**Aim of the task:** Return every line from the records below in which the word "adjacency" is found.

Saved entries
*** Begin section ***

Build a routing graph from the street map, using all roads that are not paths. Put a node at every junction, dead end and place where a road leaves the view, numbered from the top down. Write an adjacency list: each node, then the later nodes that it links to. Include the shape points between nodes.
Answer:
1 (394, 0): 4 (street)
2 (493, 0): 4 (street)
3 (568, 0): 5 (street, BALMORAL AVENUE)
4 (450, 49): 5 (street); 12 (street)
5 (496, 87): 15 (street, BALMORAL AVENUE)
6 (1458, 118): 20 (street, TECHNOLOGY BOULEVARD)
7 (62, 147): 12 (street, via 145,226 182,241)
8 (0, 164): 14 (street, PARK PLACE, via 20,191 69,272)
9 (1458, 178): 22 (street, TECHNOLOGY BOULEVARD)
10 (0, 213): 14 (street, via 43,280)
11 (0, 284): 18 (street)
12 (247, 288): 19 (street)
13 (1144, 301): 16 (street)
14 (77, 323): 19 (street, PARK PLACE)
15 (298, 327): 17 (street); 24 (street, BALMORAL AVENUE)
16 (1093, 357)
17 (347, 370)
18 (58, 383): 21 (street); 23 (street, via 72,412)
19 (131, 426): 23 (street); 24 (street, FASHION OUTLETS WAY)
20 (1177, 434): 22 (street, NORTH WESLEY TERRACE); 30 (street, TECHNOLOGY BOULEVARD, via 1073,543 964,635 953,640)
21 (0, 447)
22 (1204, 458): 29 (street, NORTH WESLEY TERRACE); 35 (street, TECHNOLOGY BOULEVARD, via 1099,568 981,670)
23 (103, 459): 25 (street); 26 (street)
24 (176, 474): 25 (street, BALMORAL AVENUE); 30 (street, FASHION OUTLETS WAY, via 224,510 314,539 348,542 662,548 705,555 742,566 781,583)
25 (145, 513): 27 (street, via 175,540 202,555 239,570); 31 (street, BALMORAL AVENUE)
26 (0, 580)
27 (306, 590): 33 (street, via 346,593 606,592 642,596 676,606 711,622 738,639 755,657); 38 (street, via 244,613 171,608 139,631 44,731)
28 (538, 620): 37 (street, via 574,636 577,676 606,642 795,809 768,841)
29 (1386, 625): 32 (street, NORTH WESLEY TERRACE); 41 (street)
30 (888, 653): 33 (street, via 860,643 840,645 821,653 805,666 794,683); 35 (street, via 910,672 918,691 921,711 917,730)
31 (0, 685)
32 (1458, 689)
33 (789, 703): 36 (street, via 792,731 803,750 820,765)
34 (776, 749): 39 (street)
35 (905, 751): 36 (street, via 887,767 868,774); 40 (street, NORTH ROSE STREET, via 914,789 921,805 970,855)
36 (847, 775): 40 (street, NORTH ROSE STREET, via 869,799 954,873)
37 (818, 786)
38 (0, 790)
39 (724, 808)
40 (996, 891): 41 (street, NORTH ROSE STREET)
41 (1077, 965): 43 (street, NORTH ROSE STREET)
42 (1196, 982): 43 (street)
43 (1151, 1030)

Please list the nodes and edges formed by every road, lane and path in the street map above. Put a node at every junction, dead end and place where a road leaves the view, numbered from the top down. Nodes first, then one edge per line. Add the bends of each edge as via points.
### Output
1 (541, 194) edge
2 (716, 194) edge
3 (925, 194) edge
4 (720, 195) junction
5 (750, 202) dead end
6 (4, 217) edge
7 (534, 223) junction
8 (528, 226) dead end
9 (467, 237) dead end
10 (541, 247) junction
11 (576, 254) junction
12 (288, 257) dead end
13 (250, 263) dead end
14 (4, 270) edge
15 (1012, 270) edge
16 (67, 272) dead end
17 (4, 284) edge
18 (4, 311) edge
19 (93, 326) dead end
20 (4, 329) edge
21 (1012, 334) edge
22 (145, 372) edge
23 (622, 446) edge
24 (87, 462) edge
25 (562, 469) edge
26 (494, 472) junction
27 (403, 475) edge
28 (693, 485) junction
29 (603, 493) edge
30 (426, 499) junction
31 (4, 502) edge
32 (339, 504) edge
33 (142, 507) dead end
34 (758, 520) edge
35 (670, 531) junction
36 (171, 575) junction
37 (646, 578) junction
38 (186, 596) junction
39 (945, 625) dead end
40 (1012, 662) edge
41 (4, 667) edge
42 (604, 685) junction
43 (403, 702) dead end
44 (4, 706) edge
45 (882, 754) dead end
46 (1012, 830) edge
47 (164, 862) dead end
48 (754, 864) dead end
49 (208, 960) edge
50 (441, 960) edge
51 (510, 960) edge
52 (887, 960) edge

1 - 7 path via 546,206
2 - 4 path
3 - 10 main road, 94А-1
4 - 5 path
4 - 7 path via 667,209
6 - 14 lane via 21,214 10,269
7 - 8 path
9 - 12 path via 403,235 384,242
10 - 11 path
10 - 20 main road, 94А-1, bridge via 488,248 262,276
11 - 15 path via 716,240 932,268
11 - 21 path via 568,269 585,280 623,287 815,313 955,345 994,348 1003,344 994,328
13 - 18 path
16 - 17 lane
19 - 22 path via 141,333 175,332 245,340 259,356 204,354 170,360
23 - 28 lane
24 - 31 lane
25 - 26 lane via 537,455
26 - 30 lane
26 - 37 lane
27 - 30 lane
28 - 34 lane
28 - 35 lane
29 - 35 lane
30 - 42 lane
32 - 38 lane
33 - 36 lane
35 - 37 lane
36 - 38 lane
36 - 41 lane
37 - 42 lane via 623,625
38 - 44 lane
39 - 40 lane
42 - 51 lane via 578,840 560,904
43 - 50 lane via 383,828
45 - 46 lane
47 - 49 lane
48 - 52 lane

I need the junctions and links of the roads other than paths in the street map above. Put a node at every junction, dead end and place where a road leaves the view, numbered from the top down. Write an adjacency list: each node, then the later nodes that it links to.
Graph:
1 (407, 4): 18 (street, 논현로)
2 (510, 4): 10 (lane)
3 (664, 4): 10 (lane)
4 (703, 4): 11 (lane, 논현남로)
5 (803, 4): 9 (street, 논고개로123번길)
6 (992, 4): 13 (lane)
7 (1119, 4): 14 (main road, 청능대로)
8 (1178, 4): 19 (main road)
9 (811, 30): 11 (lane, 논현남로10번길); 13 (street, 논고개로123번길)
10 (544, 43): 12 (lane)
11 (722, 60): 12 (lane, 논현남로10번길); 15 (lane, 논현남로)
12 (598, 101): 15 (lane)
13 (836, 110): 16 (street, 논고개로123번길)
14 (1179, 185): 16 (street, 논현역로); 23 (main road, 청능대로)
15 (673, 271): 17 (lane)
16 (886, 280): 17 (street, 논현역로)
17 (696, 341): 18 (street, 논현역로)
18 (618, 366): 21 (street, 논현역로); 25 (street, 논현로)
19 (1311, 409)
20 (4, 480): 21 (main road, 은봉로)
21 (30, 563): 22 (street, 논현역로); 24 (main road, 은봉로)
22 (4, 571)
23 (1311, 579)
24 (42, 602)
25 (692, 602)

*** End section ***

**Written response:**
Build a routing graph from the street map, using all roads that are not paths. Put a node at every junction, dead end and place where a road leaves the view, numbered from the top down. Write an adjacency list: each node, then the later nodes that it links to. Include the shape points between nodes.
I need the junctions and links of the roads other than paths in the street map above. Put a node at every junction, dead end and place where a road leaves the view, numbered from the top down. Write an adjacency list: each node, then the later nodes that it links to.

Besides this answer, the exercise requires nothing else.